*THE TASK*. What you write must match the records exactly, except for the images, which are left out.

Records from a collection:
..............................

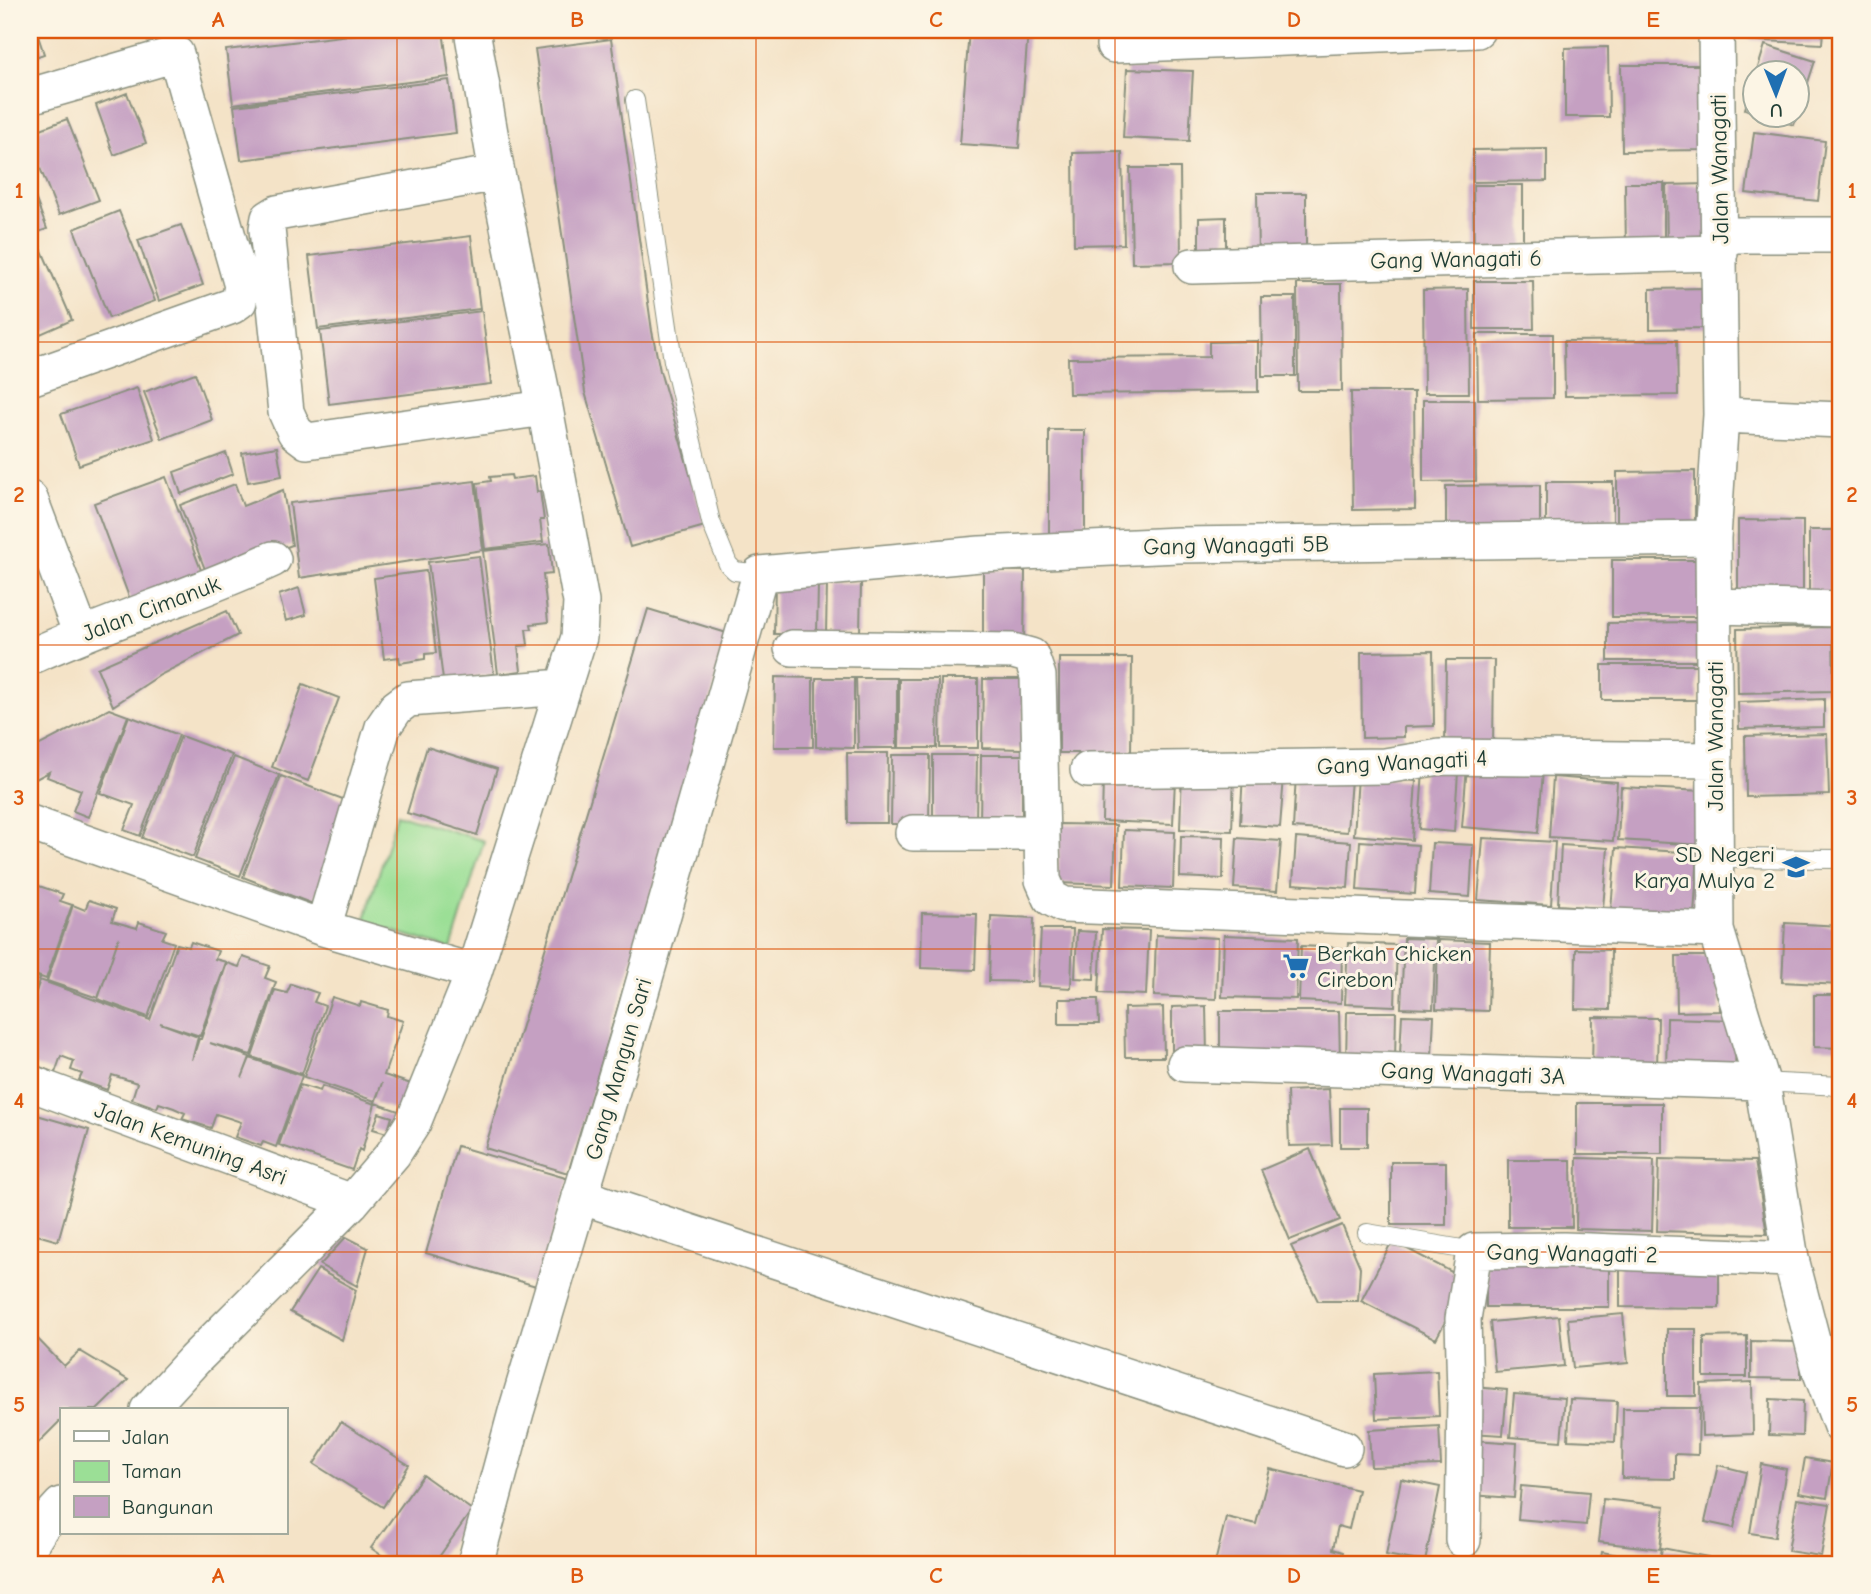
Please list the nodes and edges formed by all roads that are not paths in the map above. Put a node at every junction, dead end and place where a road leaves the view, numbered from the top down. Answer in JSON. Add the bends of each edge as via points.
{"nodes":[{"id":1,"x":472,"y":30,"type":"edge"},
{"id":2,"x":1477,"y":30,"type":"edge"},
{"id":3,"x":1716,"y":30,"type":"edge"},
{"id":4,"x":1114,"y":45,"type":"dead end"},
{"id":5,"x":30,"y":96,"type":"edge"},
{"id":6,"x":635,"y":100,"type":"dead end"},
{"id":7,"x":497,"y":173,"type":"junction"},
{"id":8,"x":1841,"y":235,"type":"edge"},
{"id":9,"x":1720,"y":244,"type":"junction"},
{"id":10,"x":1192,"y":266,"type":"dead end"},
{"id":11,"x":30,"y":378,"type":"edge"},
{"id":12,"x":545,"y":408,"type":"junction"},
{"id":13,"x":1721,"y":415,"type":"junction"},
{"id":14,"x":1841,"y":420,"type":"edge"},
{"id":15,"x":30,"y":499,"type":"edge"},
{"id":16,"x":1713,"y":538,"type":"junction"},
{"id":17,"x":272,"y":559,"type":"dead end"},
{"id":18,"x":760,"y":574,"type":"junction"},
{"id":19,"x":1714,"y":606,"type":"junction"},
{"id":20,"x":1841,"y":609,"type":"edge"},
{"id":21,"x":81,"y":634,"type":"junction"},
{"id":22,"x":792,"y":648,"type":"dead end"},
{"id":23,"x":30,"y":657,"type":"edge"},
{"id":24,"x":563,"y":687,"type":"junction"},
{"id":25,"x":1716,"y":760,"type":"junction"},
{"id":26,"x":1088,"y":770,"type":"dead end"},
{"id":27,"x":30,"y":823,"type":"edge"},
{"id":28,"x":1042,"y":833,"type":"junction"},
{"id":29,"x":913,"y":834,"type":"dead end"},
{"id":30,"x":1716,"y":858,"type":"junction"},
{"id":31,"x":1841,"y":859,"type":"edge"},
{"id":32,"x":323,"y":928,"type":"junction"},
{"id":33,"x":1716,"y":930,"type":"junction"},
{"id":34,"x":474,"y":972,"type":"junction"},
{"id":35,"x":1185,"y":1064,"type":"dead end"},
{"id":36,"x":1762,"y":1082,"type":"junction"},
{"id":37,"x":30,"y":1083,"type":"edge"},
{"id":38,"x":1841,"y":1086,"type":"edge"},
{"id":39,"x":580,"y":1196,"type":"junction"},
{"id":40,"x":352,"y":1202,"type":"junction"},
{"id":41,"x":1367,"y":1233,"type":"dead end"},
{"id":42,"x":1474,"y":1251,"type":"junction"},
{"id":43,"x":1791,"y":1259,"type":"junction"},
{"id":44,"x":150,"y":1408,"type":"edge"},
{"id":45,"x":1841,"y":1426,"type":"edge"},
{"id":46,"x":1344,"y":1448,"type":"dead end"},
{"id":47,"x":60,"y":1506,"type":"edge"},
{"id":48,"x":1463,"y":1540,"type":"dead end"},
{"id":49,"x":30,"y":1545,"type":"edge"},
{"id":50,"x":474,"y":1564,"type":"edge"}],
"edges":[{"from":1,"to":7,"type":"street"},
{"from":2,"to":4,"type":"street"},
{"from":3,"to":9,"type":"street","name":"Jalan Wanagati"},
{"from":5,"to":11,"type":"street","via":[[176,54],[242,286],[239,301],[232,306]]},
{"from":6,"to":18,"type":"lane","via":[[673,361],[711,522],[728,564],[735,571]]},
{"from":7,"to":12,"type":"street"},
{"from":7,"to":12,"type":"street","via":[[276,213],[269,218],[286,412],[295,432],[307,441]]},
{"from":8,"to":9,"type":"street","name":"Gang Wanagati 6"},
{"from":9,"to":10,"type":"street","name":"Gang Wanagati 6"},
{"from":9,"to":13,"type":"street","name":"Jalan Wanagati"},
{"from":12,"to":24,"type":"street","via":[[581,602],[579,637]]},
{"from":13,"to":14,"type":"street"},
{"from":13,"to":16,"type":"street","name":"Jalan Wanagati"},
{"from":15,"to":21,"type":"street"},
{"from":16,"to":18,"type":"street","name":"Gang Wanagati 5B","via":[[1178,545],[980,554]]},
{"from":16,"to":19,"type":"street","name":"Jalan Wanagati"},
{"from":17,"to":21,"type":"street","name":"Jalan Cimanuk","via":[[221,583]]},
{"from":18,"to":39,"type":"street","name":"Gang Mangun Sari"},
{"from":19,"to":20,"type":"street"},
{"from":19,"to":25,"type":"street","name":"Jalan Wanagati"},
{"from":21,"to":23,"type":"street","name":"Jalan Cimanuk"},
{"from":22,"to":28,"type":"street","via":[[1013,650],[1031,656],[1038,676]]},
{"from":24,"to":32,"type":"street","via":[[408,699],[396,708],[383,727]]},
{"from":24,"to":34,"type":"street"},
{"from":25,"to":26,"type":"street","name":"Gang Wanagati 4","via":[[1440,757],[1385,766]]},
{"from":25,"to":30,"type":"street","name":"Jalan Wanagati"},
{"from":27,"to":32,"type":"street"},
{"from":28,"to":29,"type":"street"},
{"from":28,"to":33,"type":"street","via":[[1043,880],[1051,898],[1064,905]]},
{"from":30,"to":31,"type":"lane"},
{"from":30,"to":33,"type":"street","name":"Jalan Wanagati"},
{"from":32,"to":34,"type":"street"},
{"from":33,"to":36,"type":"street","name":"Jalan Wanagati"},
{"from":34,"to":40,"type":"street","via":[[413,1123]]},
{"from":35,"to":36,"type":"street","name":"Gang Wanagati 3A"},
{"from":36,"to":38,"type":"lane"},
{"from":36,"to":43,"type":"street","name":"Jalan Wanagati"},
{"from":37,"to":40,"type":"street","name":"Jalan Kemuning Asri"},
{"from":39,"to":46,"type":"street"},
{"from":39,"to":50,"type":"street","name":"Gang Mangun Sari"},
{"from":40,"to":44,"type":"street"},
{"from":41,"to":42,"type":"lane"},
{"from":42,"to":43,"type":"street","name":"Gang Wanagati 2"},
{"from":42,"to":48,"type":"street","name":"Gang Wanagati 2","via":[[1463,1319]]},
{"from":43,"to":45,"type":"street","name":"Jalan Wanagati","via":[[1820,1370]]},
{"from":47,"to":49,"type":"street"}]}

..............................

*SOLUTION TO THIS EXERCISE*.
Please list the nodes and edges formed by all roads that are not paths in the map above. Put a node at every junction, dead end and place where a road leaves the view, numbered from the top down. Answer in JSON. Add the bends of each edge as via points.
{"nodes":[{"id":1,"x":472,"y":30,"type":"edge"},
{"id":2,"x":1477,"y":30,"type":"edge"},
{"id":3,"x":1716,"y":30,"type":"edge"},
{"id":4,"x":1114,"y":45,"type":"dead end"},
{"id":5,"x":30,"y":96,"type":"edge"},
{"id":6,"x":635,"y":100,"type":"dead end"},
{"id":7,"x":497,"y":173,"type":"junction"},
{"id":8,"x":1841,"y":235,"type":"edge"},
{"id":9,"x":1720,"y":244,"type":"junction"},
{"id":10,"x":1192,"y":266,"type":"dead end"},
{"id":11,"x":30,"y":378,"type":"edge"},
{"id":12,"x":545,"y":408,"type":"junction"},
{"id":13,"x":1721,"y":415,"type":"junction"},
{"id":14,"x":1841,"y":420,"type":"edge"},
{"id":15,"x":30,"y":499,"type":"edge"},
{"id":16,"x":1713,"y":538,"type":"junction"},
{"id":17,"x":272,"y":559,"type":"dead end"},
{"id":18,"x":760,"y":574,"type":"junction"},
{"id":19,"x":1714,"y":606,"type":"junction"},
{"id":20,"x":1841,"y":609,"type":"edge"},
{"id":21,"x":81,"y":634,"type":"junction"},
{"id":22,"x":792,"y":648,"type":"dead end"},
{"id":23,"x":30,"y":657,"type":"edge"},
{"id":24,"x":563,"y":687,"type":"junction"},
{"id":25,"x":1716,"y":760,"type":"junction"},
{"id":26,"x":1088,"y":770,"type":"dead end"},
{"id":27,"x":30,"y":823,"type":"edge"},
{"id":28,"x":1042,"y":833,"type":"junction"},
{"id":29,"x":913,"y":834,"type":"dead end"},
{"id":30,"x":1716,"y":858,"type":"junction"},
{"id":31,"x":1841,"y":859,"type":"edge"},
{"id":32,"x":323,"y":928,"type":"junction"},
{"id":33,"x":1716,"y":930,"type":"junction"},
{"id":34,"x":474,"y":972,"type":"junction"},
{"id":35,"x":1185,"y":1064,"type":"dead end"},
{"id":36,"x":1762,"y":1082,"type":"junction"},
{"id":37,"x":30,"y":1083,"type":"edge"},
{"id":38,"x":1841,"y":1086,"type":"edge"},
{"id":39,"x":580,"y":1196,"type":"junction"},
{"id":40,"x":352,"y":1202,"type":"junction"},
{"id":41,"x":1367,"y":1233,"type":"dead end"},
{"id":42,"x":1474,"y":1251,"type":"junction"},
{"id":43,"x":1791,"y":1259,"type":"junction"},
{"id":44,"x":150,"y":1408,"type":"edge"},
{"id":45,"x":1841,"y":1426,"type":"edge"},
{"id":46,"x":1344,"y":1448,"type":"dead end"},
{"id":47,"x":60,"y":1506,"type":"edge"},
{"id":48,"x":1463,"y":1540,"type":"dead end"},
{"id":49,"x":30,"y":1545,"type":"edge"},
{"id":50,"x":474,"y":1564,"type":"edge"}],
"edges":[{"from":1,"to":7,"type":"street"},
{"from":2,"to":4,"type":"street"},
{"from":3,"to":9,"type":"street","name":"Jalan Wanagati"},
{"from":5,"to":11,"type":"street","via":[[176,54],[242,286],[239,301],[232,306]]},
{"from":6,"to":18,"type":"lane","via":[[673,361],[711,522],[728,564],[735,571]]},
{"from":7,"to":12,"type":"street"},
{"from":7,"to":12,"type":"street","via":[[276,213],[269,218],[286,412],[295,432],[307,441]]},
{"from":8,"to":9,"type":"street","name":"Gang Wanagati 6"},
{"from":9,"to":10,"type":"street","name":"Gang Wanagati 6"},
{"from":9,"to":13,"type":"street","name":"Jalan Wanagati"},
{"from":12,"to":24,"type":"street","via":[[581,602],[579,637]]},
{"from":13,"to":14,"type":"street"},
{"from":13,"to":16,"type":"street","name":"Jalan Wanagati"},
{"from":15,"to":21,"type":"street"},
{"from":16,"to":18,"type":"street","name":"Gang Wanagati 5B","via":[[1178,545],[980,554]]},
{"from":16,"to":19,"type":"street","name":"Jalan Wanagati"},
{"from":17,"to":21,"type":"street","name":"Jalan Cimanuk","via":[[221,583]]},
{"from":18,"to":39,"type":"street","name":"Gang Mangun Sari"},
{"from":19,"to":20,"type":"street"},
{"from":19,"to":25,"type":"street","name":"Jalan Wanagati"},
{"from":21,"to":23,"type":"street","name":"Jalan Cimanuk"},
{"from":22,"to":28,"type":"street","via":[[1013,650],[1031,656],[1038,676]]},
{"from":24,"to":32,"type":"street","via":[[408,699],[396,708],[383,727]]},
{"from":24,"to":34,"type":"street"},
{"from":25,"to":26,"type":"street","name":"Gang Wanagati 4","via":[[1440,757],[1385,766]]},
{"from":25,"to":30,"type":"street","name":"Jalan Wanagati"},
{"from":27,"to":32,"type":"street"},
{"from":28,"to":29,"type":"street"},
{"from":28,"to":33,"type":"street","via":[[1043,880],[1051,898],[1064,905]]},
{"from":30,"to":31,"type":"lane"},
{"from":30,"to":33,"type":"street","name":"Jalan Wanagati"},
{"from":32,"to":34,"type":"street"},
{"from":33,"to":36,"type":"street","name":"Jalan Wanagati"},
{"from":34,"to":40,"type":"street","via":[[413,1123]]},
{"from":35,"to":36,"type":"street","name":"Gang Wanagati 3A"},
{"from":36,"to":38,"type":"lane"},
{"from":36,"to":43,"type":"street","name":"Jalan Wanagati"},
{"from":37,"to":40,"type":"street","name":"Jalan Kemuning Asri"},
{"from":39,"to":46,"type":"street"},
{"from":39,"to":50,"type":"street","name":"Gang Mangun Sari"},
{"from":40,"to":44,"type":"street"},
{"from":41,"to":42,"type":"lane"},
{"from":42,"to":43,"type":"street","name":"Gang Wanagati 2"},
{"from":42,"to":48,"type":"street","name":"Gang Wanagati 2","via":[[1463,1319]]},
{"from":43,"to":45,"type":"street","name":"Jalan Wanagati","via":[[1820,1370]]},
{"from":47,"to":49,"type":"street"}]}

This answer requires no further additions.